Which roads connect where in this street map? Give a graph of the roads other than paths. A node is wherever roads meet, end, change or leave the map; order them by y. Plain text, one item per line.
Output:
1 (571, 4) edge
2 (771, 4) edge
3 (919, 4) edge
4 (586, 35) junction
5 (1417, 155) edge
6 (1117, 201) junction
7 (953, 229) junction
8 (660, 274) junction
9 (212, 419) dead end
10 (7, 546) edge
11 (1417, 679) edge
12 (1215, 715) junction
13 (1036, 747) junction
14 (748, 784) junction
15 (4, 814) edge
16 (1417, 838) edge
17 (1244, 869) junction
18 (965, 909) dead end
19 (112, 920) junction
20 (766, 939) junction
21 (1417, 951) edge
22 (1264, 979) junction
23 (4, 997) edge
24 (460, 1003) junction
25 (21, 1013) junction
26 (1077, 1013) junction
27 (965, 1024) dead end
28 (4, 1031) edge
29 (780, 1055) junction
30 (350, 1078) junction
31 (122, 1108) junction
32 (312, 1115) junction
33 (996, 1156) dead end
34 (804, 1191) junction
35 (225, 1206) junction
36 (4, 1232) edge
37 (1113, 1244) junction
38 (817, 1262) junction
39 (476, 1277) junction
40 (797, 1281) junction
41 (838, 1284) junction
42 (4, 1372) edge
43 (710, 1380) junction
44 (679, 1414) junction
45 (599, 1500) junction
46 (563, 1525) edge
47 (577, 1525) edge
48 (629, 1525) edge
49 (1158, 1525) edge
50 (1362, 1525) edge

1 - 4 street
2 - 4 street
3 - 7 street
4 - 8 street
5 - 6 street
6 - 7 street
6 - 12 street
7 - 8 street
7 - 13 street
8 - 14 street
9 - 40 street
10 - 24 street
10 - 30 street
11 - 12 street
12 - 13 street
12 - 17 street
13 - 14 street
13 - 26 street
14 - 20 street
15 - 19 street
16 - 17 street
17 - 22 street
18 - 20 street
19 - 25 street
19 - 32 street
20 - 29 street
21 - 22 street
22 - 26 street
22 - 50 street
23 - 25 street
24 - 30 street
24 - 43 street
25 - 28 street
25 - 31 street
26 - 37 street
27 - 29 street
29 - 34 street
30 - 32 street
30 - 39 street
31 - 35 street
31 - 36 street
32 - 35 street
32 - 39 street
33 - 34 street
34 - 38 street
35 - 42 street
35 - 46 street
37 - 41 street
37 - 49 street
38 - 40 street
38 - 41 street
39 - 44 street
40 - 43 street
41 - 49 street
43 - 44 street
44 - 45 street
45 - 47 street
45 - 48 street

# # # # #

# EXERCISE DETAILS
Looking at the records above, count the lines where the word "dead" appears. State only the number.

# RESULT
4